I know my bill may be steep and after owning my car a year and spending £7-£9k in servicing, tyres, brakes, upgrades etc but where do you stop.

My goal like you Mart is a strong and reliable car and I don't mind spending but Jeez these can eat money and take the fun out of ownership.

As above I'm sure I would start with a clutch learn first but as you've thrown up a code I doubt its as simple. I'm sure Andy and Alan will look after you in any case.


----------



## gtr mart (Mar 29, 2004)

AdnanK said:


> See if the post in the end might shed some light?
> 
> P2837 - Transmission & Drivetrain - GT-R Life



Yes I had read that, the guy said:



someguy on gtrlife said:


> Hi guys, manage to solve the issue by running consult 3 to determine a hydraulic imbalance at the valve body trans fluid. Upon checking, all the filters and lines are choked with debris. After new filters, actuators, gear stoppers and some other stuff put in followed by continuous purging, problem is solved. No limp mode whatsoever.



This is why I am keen to understand the above two questions I have posed, as I had the filters cleaned/replaced, fluid changed, solonoids swept/cleaned, piston / solonoid clips fitted, stronger magnets installed and already have gear stoppers - so it surprises me that this could be the problem, even though the fix id probably the cheapest.

So blocked filters is one cause 

What else?

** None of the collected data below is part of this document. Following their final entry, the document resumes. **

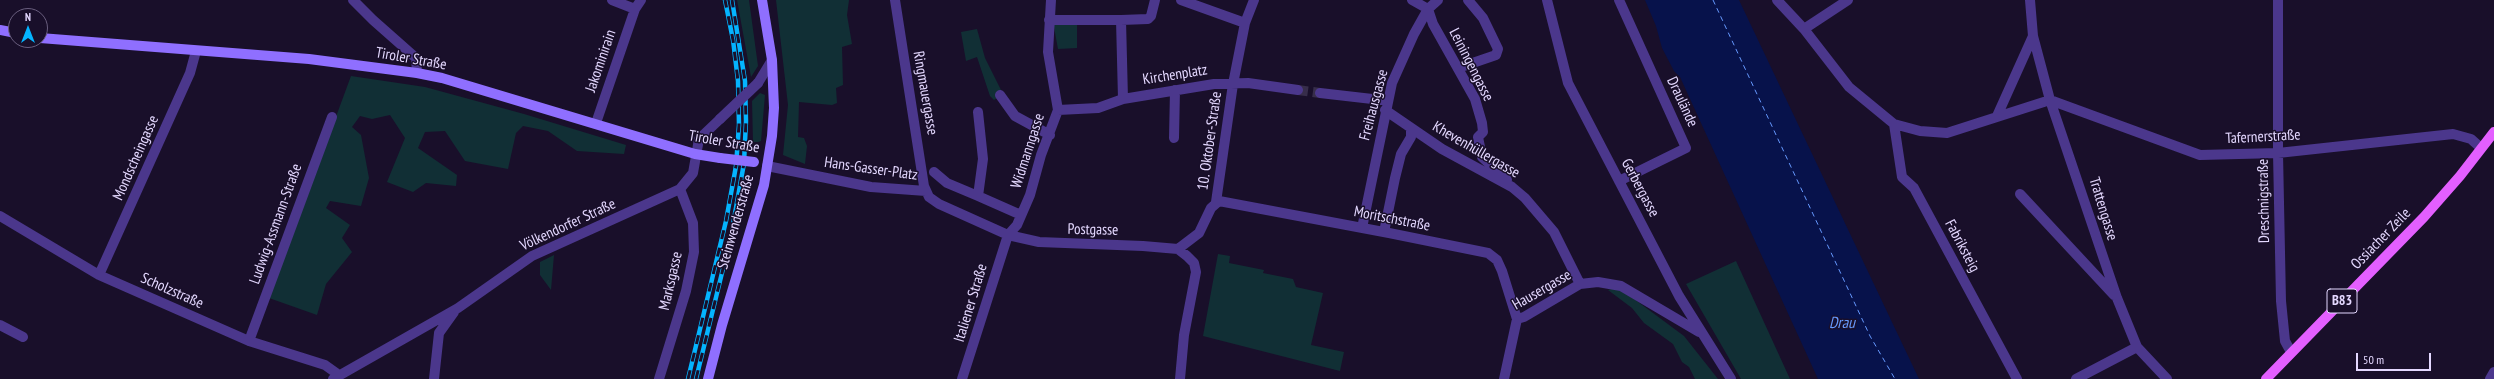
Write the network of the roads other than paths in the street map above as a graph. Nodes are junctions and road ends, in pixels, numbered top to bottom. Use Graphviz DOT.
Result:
graph roads {
  1 [pos="353,0"];
  2 [pos="612,0"];
  3 [pos="641,0"];
  4 [pos="762,0"];
  5 [pos="895,0"];
  6 [pos="1051,0"];
  7 [pos="1155,0"];
  8 [pos="1181,0"];
  9 [pos="1254,0"];
  10 [pos="1412,0"];
  11 [pos="1438,0"];
  12 [pos="1468,0"];
  13 [pos="1547,0"];
  14 [pos="1619,0"];
  15 [pos="1778,0"];
  16 [pos="1848,0"];
  17 [pos="2030,0"];
  18 [pos="2278,0"];
  19 [pos="634,9"];
  20 [pos="1428,9"];
  21 [pos="1049,20"];
  22 [pos="1121,20"];
  23 [pos="1245,23"];
  24 [pos="1804,29"];
  25 [pos="2033,36"];
  26 [pos="48,39"];
  27 [pos="196,51"];
  28 [pos="772,60"];
  29 [pos="1458,68"];
  30 [pos="417,73"];
  31 [pos="1233,84"];
  32 [pos="1175,90"];
  33 [pos="1298,90"];
  34 [pos="1320,92"];
  35 [pos="1000,95"];
  36 [pos="1123,99"];
  37 [pos="1382,100"];
  38 [pos="2050,100"];
  39 [pos="1058,110"];
  40 [pos="1386,110"];
  41 [pos="978,112"];
  42 [pos="1997,116"];
  43 [pos="332,117"];
  44 [pos="596,123"];
  45 [pos="1894,124"];
  46 [pos="1411,129"];
  47 [pos="2494,132"];
  48 [pos="1050,135"];
  49 [pos="1174,138"];
  50 [pos="2482,148"];
  51 [pos="2278,153"];
  52 [pos="695,154"];
  53 [pos="767,166"];
  54 [pos="934,172"];
  55 [pos="1619,181"];
  56 [pos="1512,187"];
  57 [pos="680,189"];
  58 [pos="926,191"];
  59 [pos="2020,194"];
  60 [pos="978,196"];
  61 [pos="1218,202"];
  62 [pos="1021,215"];
  63 [pos="0,216"];
  64 [pos="1362,228"];
  65 [pos="1384,232"];
  66 [pos="1008,234"];
  67 [pos="1178,250"];
  68 [pos="99,275"];
  69 [pos="1580,284"];
  70 [pos="2117,298"];
  71 [pos="458,308"];
  72 [pos="1517,319"];
  73 [pos="0,325"];
  74 [pos="1700,333"];
  75 [pos="23,337"];
  76 [pos="249,342"];
  77 [pos="2137,347"];
  78 [pos="2291,352"];
  79 [pos="2494,372"];
  80 [pos="336,377"];
  81 [pos="434,379"];
  82 [pos="659,379"];
  83 [pos="708,379"];
  84 [pos="962,379"];
  85 [pos="1180,379"];
  86 [pos="1504,379"];
  87 [pos="1731,379"];
  88 [pos="2017,379"];
  89 [pos="2076,379"];
  90 [pos="2167,379"];
  91 [pos="2266,379"];
  92 [pos="2490,379"];
  1 -- 30 [label="street"];
  2 -- 19 [label="street"];
  3 -- 19 [label="street, Jakominirain"];
  4 -- 28 [label="main road, Steinwenderstraße"];
  5 -- 58 [label="street, Ringmauergasse"];
  6 -- 21 [label="street, Widmanngasse"];
  7 -- 22 [label="street"];
  8 -- 23 [label="street"];
  9 -- 23 [label="street, 10. Oktober-Straße"];
  10 -- 20 [label="street"];
  11 -- 20 [label="street, Freihausgasse"];
  12 -- 29 [label="street"];
  13 -- 55 [label="street, Gerbergasse"];
  14 -- 55 [label="street, Draulände"];
  15 -- 24 [label="street"];
  16 -- 24 [label="street"];
  17 -- 25 [label="street, Trattengasse"];
  18 -- 51 [label="street, Dreschnigstraße"];
  19 -- 44 [label="street, Jakominirain"];
  20 -- 29 [label="street, Leiningengasse"];
  20 -- 40 [label="street, Freihausgasse"];
  21 -- 22 [label="street"];
  21 -- 39 [label="street, Widmanngasse"];
  22 -- 36 [label="street, Kirchenplatz"];
  23 -- 31 [label="street, 10. Oktober-Straße"];
  24 -- 45 [label="street"];
  25 -- 38 [label="street, Trattengasse"];
  25 -- 42 [label="street, Trattengasse"];
  26 -- 27 [label="main road, Tiroler Straße"];
  27 -- 30 [label="main road, Tiroler Straße"];
  27 -- 68 [label="street, Mondscheingasse"];
  28 -- 52 [label="street, Völkendorfer Straße, bridge"];
  28 -- 53 [label="main road, Steinwenderstraße"];
  29 -- 56 [label="street, Leiningengasse"];
  30 -- 44 [label="main road, Tiroler Straße"];
  31 -- 32 [label="street, Kirchenplatz"];
  31 -- 33 [label="street, Kirchenplatz"];
  31 -- 61 [label="street, 10. Oktober-Straße"];
  32 -- 36 [label="street, Kirchenplatz"];
  32 -- 49 [label="street"];
  34 -- 37 [label="street"];
  35 -- 48 [label="street"];
  36 -- 39 [label="street, Kirchenplatz"];
  38 -- 42 [label="street"];
  38 -- 51 [label="street, Tafernerstraße"];
  38 -- 70 [label="street, Trattengasse"];
  39 -- 48 [label="street, Widmanngasse"];
  40 -- 46 [label="street, Khevenhüllergasse"];
  40 -- 64 [label="street, Freihausgasse"];
  41 -- 60 [label="street"];
  42 -- 45 [label="street"];
  43 -- 76 [label="street, Ludwig-Assmann-Straße"];
  44 -- 52 [label="main road, Tiroler Straße"];
  45 -- 88 [label="street, Fabriksteig"];
  46 -- 56 [label="street, Khevenhüllergasse"];
  46 -- 65 [label="street"];
  47 -- 50 [label="main road, Ossiacher Zeile / B83"];
  48 -- 62 [label="street, Widmanngasse"];
  50 -- 51 [label="street, Tafernerstraße"];
  50 -- 78 [label="main road, Ossiacher Zeile / B83"];
  51 -- 78 [label="street, Dreschnigstraße"];
  52 -- 53 [label="main road, Tiroler Straße, bridge"];
  52 -- 57 [label="street, Völkendorfer Straße"];
  53 -- 58 [label="street, Hans-Gasser-Platz"];
  53 -- 83 [label="main road, Steinwenderstraße"];
  54 -- 60 [label="street"];
  55 -- 74 [label="street, Gerbergasse"];
  56 -- 69 [label="street, Khevenhüllergasse"];
  57 -- 71 [label="street, Völkendorfer Straße"];
  57 -- 82 [label="street, Marksgasse"];
  58 -- 66 [label="street, Hans-Gasser-Platz"];
  59 -- 70 [label="street"];
  60 -- 62 [label="street"];
  61 -- 64 [label="street, Moritschstraße"];
  61 -- 67 [label="street"];
  62 -- 66 [label="street, Widmanngasse"];
  63 -- 68 [label="street, Scholzstraße"];
  64 -- 65 [label="street, Moritschstraße"];
  65 -- 72 [label="street, Moritschstraße"];
  66 -- 67 [label="street, Postgasse"];
  66 -- 84 [label="street, Italiener Straße"];
  67 -- 85 [label="street"];
  68 -- 76 [label="street, Scholzstraße"];
  69 -- 72 [label="street, Hausergasse"];
  69 -- 74 [label="street, Hausergasse"];
  70 -- 77 [label="street, Trattengasse"];
  71 -- 80 [label="street, Völkendorfer Straße"];
  71 -- 81 [label="street"];
  72 -- 86 [label="street, Hausergasse"];
  73 -- 75 [label="street"];
  74 -- 87 [label="street, Gerbergasse"];
  76 -- 80 [label="street, Scholzstraße"];
  77 -- 89 [label="street"];
  77 -- 90 [label="street, Trattengasse"];
  78 -- 91 [label="main road, Ossiacher Zeile / B83"];
  79 -- 92 [label="street"];
}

Any chance of cracked gears / missing teeth on anything?


----------



## ACspeedtech (Aug 25, 2011)

Hi Mart,

The common issue with the GR6 trans is that about 8 different faults can all show themselves in the same manner which is why peoples 'fixes' can vary so greatly. We are usually able to deduce the more exact cause with a quick chat which circles around servicing/ mileage/ usage/ who or what work has been done before/ what code(s) appear at what frequency/ the circumstances of the trigger. With this info we're pretty successful at pinning it down somewhat but at your car's age/mileage I've a fairly good idea and can advise on a sensible plan moving forwards to minimise unneeded spending, if you give us a call tomorrow we'll happily talk you through it. Fingers crossed it's a minor issue!
Cheers!

Andy


----------



## dtox (Sep 21, 2009)

I spoke to Alan from AC Speedtech as my box has gone bang but hopefully my warrenty will be covering it and sending it to them. They don't try selling you bits and do give honest opionion. I would actually recommend them. Speak to Andy/Alan tomorrow - Not delt with Andy but Alan I can only speak highly of.

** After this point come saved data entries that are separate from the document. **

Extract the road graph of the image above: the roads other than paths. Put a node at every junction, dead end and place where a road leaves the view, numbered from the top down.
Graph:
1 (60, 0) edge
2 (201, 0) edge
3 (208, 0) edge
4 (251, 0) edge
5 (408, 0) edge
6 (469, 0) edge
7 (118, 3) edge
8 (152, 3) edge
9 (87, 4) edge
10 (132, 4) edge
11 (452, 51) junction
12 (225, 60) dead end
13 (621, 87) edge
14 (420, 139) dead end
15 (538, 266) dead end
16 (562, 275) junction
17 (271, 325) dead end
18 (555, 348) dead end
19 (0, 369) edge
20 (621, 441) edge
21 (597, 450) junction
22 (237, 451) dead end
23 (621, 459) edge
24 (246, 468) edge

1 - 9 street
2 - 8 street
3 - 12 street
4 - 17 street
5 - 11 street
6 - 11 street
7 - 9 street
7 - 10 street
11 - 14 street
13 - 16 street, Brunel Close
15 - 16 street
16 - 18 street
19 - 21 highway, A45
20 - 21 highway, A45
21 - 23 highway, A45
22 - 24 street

My box may even be next to yours ha ha... At least you had a fault code mine just want no bangs no codes nothing.... deadly silence..


----------



## Tinyflier (Jun 13, 2012)

ACSpeedtech rebuilt mine recently (R-1-R shift errors) and a more pleasant and helpful bunch of guys you could never meet.

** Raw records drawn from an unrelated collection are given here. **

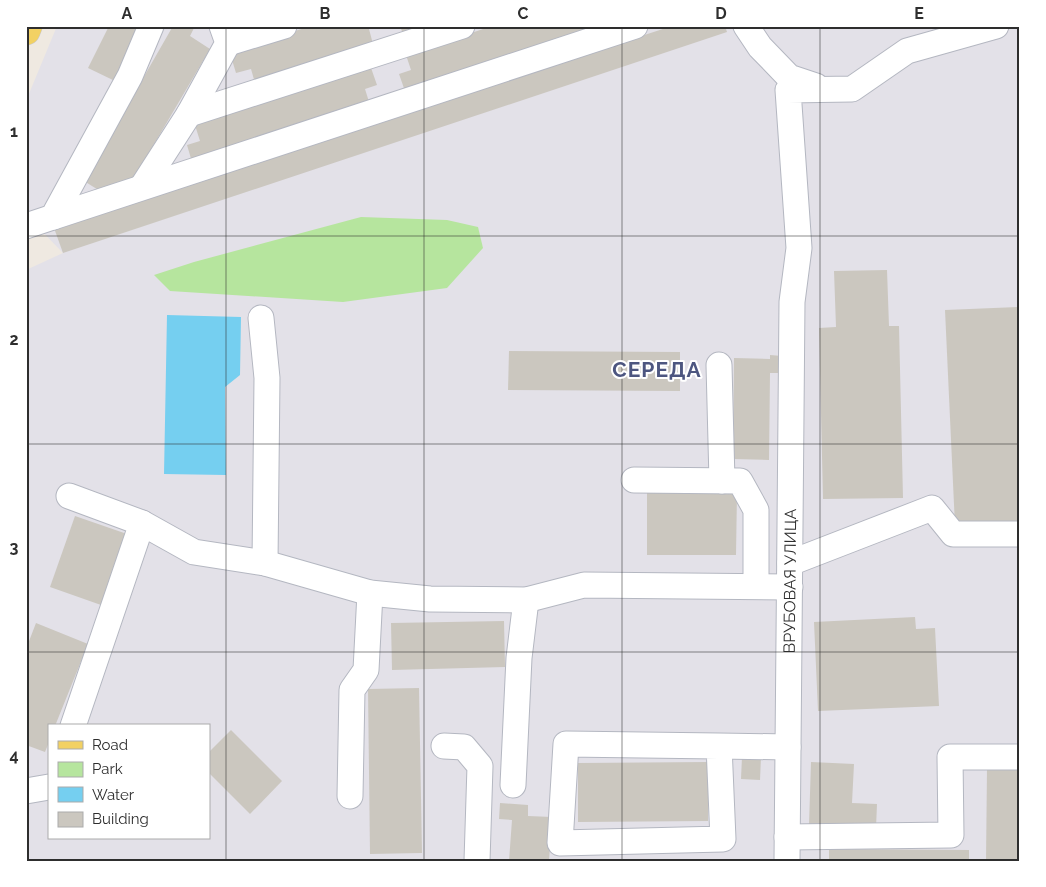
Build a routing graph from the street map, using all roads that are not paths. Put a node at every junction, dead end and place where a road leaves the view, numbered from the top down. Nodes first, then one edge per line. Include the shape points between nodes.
1 (28, 26) edge
2 (151, 26) edge
3 (284, 26) edge
4 (462, 26) edge
5 (635, 26) edge
6 (746, 26) edge
7 (996, 26) edge
8 (26, 30) edge
9 (225, 34) edge
10 (825, 89) junction
11 (189, 114) junction
12 (142, 187) junction
13 (53, 217) junction
14 (26, 226) edge
15 (261, 318) dead end
16 (719, 365) dead end
17 (634, 480) dead end
18 (722, 481) junction
19 (69, 496) dead end
20 (142, 523) junction
21 (1020, 534) edge
22 (265, 563) junction
23 (790, 575) junction
24 (756, 585) junction
25 (370, 593) junction
26 (526, 600) junction
27 (74, 724) edge
28 (444, 746) dead end
29 (719, 746) junction
30 (788, 747) junction
31 (1020, 757) edge
32 (513, 785) dead end
33 (48, 787) edge
34 (26, 791) edge
35 (350, 796) dead end
36 (787, 849) edge
37 (477, 861) edge

1 - 8 main road
2 - 13 street via 130,76
3 - 9 street
4 - 11 street
5 - 12 street
6 - 10 street via 760,47 789,77
7 - 10 street via 907,50 852,89
9 - 11 street
10 - 23 street, ВРУБОВАЯ УЛИЦА via 788,90 799,248 792,302
11 - 12 street
12 - 13 street
13 - 14 street
15 - 22 street via 267,378
16 - 18 street
17 - 18 street
18 - 24 street via 740,481 756,510
19 - 20 street
20 - 22 street via 194,552
20 - 27 street
21 - 23 street via 953,534 932,508
22 - 25 street
23 - 24 street
23 - 30 street, ВРУБОВАЯ УЛИЦА
24 - 26 street via 584,585
25 - 26 street via 430,599
25 - 35 street via 366,670 352,690
26 - 32 street via 519,658
28 - 37 street via 464,747 480,766
29 - 29 street via 723,840 560,843 566,744
29 - 30 street
30 - 36 street, ВРУБОВАЯ УЛИЦА
31 - 36 street via 950,757 951,835
33 - 34 street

Luckily for me was all covered under warranty. 

Needless to say tranny has been perfectly behaved since and Andy spent extra time explain how I can upload next gen software and perform clutch re-learns.

David.


----------



## Chronos (Dec 2, 2013)

Tinyflier said:


> ACSpeedtech rebuilt mine recently (R-1-R shift errors) and a more pleasant and helpful bunch of guys you could never meet.
> Luckily for me was all covered under warranty.
> Needless to say tranny has been perfectly behaved since and Andy spent extra time explain how I can upload next gen software and perform clutch re-learns.
> David.



Which warranty do you have?? mines due up soon with warrantywise, and wouldn't mind a better more *trustworthy* and not trying to *wriggle out of everything* one.

thanks


----------



## AdnanK (Jun 11, 2013)

dtox said:


> I spoke to Alan from AC Speedtech as my box has gone bang but hopefully my warrenty will be covering it and sending it to them. They don't try selling you bits and do give honest opionion. I would actually recommend them. Speak to Andy/Alan tomorrow - Not delt with Andy but Alan I can only speak highly of.
> 
> My box may even be next to yours ha ha... At least you had a fault code mine just want no bangs no codes nothing.... deadly silence..


Sorry to hear that, hope you get it sorted. Is this AC Speedtech's own warranty?


----------



## AdnanK (Jun 11, 2013)

Chronos said:


> Which warranty do you have?? mines due up soon with warrantywise, and wouldn't mind a better more *trustworthy* and not trying to *wriggle out of everything* one.
> 
> thanks


Defo go for a tuner one mate. I may be tempted with AC Speedtech's warranty once my OEM expires. They seem to be spot on with their customer service which is a massive plus.


----------



## matthewk (Aug 22, 2013)

This is what its like when it happens on track Martin, for me it was very intermittent until I got on track and then it would do it a lot until the car got warmed up well. 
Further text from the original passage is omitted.